What the exercise asks >> Below are records; reproduce exactly the lines from the first through the one containing "ctx.fillText('Support', 1057, 259)".

Material to process >>
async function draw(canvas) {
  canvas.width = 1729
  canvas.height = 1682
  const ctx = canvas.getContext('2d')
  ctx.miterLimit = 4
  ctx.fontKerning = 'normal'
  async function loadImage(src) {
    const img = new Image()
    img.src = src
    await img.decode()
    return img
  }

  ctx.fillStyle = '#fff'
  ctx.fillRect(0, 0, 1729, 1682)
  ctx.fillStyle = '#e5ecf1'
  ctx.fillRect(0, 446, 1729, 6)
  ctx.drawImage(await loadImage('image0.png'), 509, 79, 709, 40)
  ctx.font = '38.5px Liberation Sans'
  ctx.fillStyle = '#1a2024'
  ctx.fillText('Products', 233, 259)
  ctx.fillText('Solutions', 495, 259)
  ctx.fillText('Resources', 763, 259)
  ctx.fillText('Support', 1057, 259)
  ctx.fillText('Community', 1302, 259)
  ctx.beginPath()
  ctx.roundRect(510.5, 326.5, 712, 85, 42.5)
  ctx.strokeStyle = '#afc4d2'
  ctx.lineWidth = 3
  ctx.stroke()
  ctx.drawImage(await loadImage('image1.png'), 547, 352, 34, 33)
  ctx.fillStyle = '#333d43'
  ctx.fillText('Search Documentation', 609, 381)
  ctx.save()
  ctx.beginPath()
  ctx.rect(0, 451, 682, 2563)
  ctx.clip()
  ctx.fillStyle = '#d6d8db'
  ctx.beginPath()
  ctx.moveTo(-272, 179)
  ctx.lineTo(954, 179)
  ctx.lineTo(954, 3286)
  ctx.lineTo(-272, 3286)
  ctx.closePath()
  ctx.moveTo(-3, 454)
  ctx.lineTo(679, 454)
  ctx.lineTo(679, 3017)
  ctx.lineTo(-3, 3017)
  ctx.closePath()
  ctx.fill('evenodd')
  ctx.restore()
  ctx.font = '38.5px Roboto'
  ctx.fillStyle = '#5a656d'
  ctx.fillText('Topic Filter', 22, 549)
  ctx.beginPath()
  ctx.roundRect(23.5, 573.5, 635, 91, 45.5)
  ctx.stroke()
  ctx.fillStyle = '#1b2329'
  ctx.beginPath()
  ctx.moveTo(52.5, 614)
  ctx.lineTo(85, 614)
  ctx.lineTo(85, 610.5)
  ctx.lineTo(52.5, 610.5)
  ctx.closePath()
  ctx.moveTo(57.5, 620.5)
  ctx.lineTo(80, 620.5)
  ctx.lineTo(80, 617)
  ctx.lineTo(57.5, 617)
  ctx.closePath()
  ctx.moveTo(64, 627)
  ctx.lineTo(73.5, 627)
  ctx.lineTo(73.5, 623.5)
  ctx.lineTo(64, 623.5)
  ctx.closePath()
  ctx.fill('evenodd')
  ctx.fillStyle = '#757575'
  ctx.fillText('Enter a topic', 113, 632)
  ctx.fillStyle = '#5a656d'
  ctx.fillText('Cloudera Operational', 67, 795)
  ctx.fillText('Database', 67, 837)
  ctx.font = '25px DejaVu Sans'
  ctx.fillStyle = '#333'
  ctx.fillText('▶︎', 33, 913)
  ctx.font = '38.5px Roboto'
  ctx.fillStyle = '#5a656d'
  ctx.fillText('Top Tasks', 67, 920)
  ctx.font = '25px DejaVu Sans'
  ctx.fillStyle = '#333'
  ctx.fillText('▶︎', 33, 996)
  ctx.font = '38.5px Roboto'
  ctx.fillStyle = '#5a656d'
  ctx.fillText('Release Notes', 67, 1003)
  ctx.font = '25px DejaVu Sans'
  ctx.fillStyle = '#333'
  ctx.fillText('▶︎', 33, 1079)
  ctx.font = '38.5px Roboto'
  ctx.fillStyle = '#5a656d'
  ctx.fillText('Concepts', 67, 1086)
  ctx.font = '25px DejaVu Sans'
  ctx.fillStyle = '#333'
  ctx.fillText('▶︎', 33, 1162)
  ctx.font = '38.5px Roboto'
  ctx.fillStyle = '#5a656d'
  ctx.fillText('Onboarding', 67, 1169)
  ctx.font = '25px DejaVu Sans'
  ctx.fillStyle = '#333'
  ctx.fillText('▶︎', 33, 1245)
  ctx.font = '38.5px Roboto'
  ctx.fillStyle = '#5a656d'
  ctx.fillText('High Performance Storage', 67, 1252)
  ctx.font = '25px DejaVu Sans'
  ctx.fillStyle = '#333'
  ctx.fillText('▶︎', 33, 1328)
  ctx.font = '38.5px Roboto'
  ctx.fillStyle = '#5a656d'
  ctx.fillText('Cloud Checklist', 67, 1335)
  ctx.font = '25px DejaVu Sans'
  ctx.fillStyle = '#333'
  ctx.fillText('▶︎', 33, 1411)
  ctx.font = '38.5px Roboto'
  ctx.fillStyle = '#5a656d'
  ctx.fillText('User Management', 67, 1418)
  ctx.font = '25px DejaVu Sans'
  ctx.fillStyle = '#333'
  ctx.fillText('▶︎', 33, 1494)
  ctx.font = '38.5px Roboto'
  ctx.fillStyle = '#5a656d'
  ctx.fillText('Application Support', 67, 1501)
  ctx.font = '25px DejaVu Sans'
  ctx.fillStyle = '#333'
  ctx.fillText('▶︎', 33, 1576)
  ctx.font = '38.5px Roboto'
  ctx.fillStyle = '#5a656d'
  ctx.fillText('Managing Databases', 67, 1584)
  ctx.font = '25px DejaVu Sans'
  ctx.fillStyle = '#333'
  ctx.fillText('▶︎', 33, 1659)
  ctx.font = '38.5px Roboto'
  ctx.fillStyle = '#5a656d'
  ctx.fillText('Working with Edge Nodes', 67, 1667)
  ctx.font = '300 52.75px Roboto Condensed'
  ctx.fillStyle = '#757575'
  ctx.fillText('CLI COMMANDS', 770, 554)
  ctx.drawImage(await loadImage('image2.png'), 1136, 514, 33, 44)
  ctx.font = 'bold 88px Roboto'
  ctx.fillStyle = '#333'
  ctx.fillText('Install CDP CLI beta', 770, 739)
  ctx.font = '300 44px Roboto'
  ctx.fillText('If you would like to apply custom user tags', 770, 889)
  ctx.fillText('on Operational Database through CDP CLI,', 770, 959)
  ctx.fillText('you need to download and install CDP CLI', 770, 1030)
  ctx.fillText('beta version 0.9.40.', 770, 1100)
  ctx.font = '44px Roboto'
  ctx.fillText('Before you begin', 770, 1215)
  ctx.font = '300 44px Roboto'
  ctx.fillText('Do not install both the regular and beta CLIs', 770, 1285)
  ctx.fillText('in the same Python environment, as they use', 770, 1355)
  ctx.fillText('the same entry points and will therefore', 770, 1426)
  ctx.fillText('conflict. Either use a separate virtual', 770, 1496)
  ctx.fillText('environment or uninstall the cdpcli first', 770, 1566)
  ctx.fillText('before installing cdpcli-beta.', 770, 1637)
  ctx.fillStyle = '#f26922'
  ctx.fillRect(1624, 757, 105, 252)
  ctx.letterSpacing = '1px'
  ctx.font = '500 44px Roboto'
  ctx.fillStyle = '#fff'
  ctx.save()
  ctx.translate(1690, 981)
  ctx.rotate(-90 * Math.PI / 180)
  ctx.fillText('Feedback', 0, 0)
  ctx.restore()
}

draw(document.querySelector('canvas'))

Answer box >>
async function draw(canvas) {
  canvas.width = 1729
  canvas.height = 1682
  const ctx = canvas.getContext('2d')
  ctx.miterLimit = 4
  ctx.fontKerning = 'normal'
  async function loadImage(src) {
    const img = new Image()
    img.src = src
    await img.decode()
    return img
  }

  ctx.fillStyle = '#fff'
  ctx.fillRect(0, 0, 1729, 1682)
  ctx.fillStyle = '#e5ecf1'
  ctx.fillRect(0, 446, 1729, 6)
  ctx.drawImage(await loadImage('image0.png'), 509, 79, 709, 40)
  ctx.font = '38.5px Liberation Sans'
  ctx.fillStyle = '#1a2024'
  ctx.fillText('Products', 233, 259)
  ctx.fillText('Solutions', 495, 259)
  ctx.fillText('Resources', 763, 259)
  ctx.fillText('Support', 1057, 259)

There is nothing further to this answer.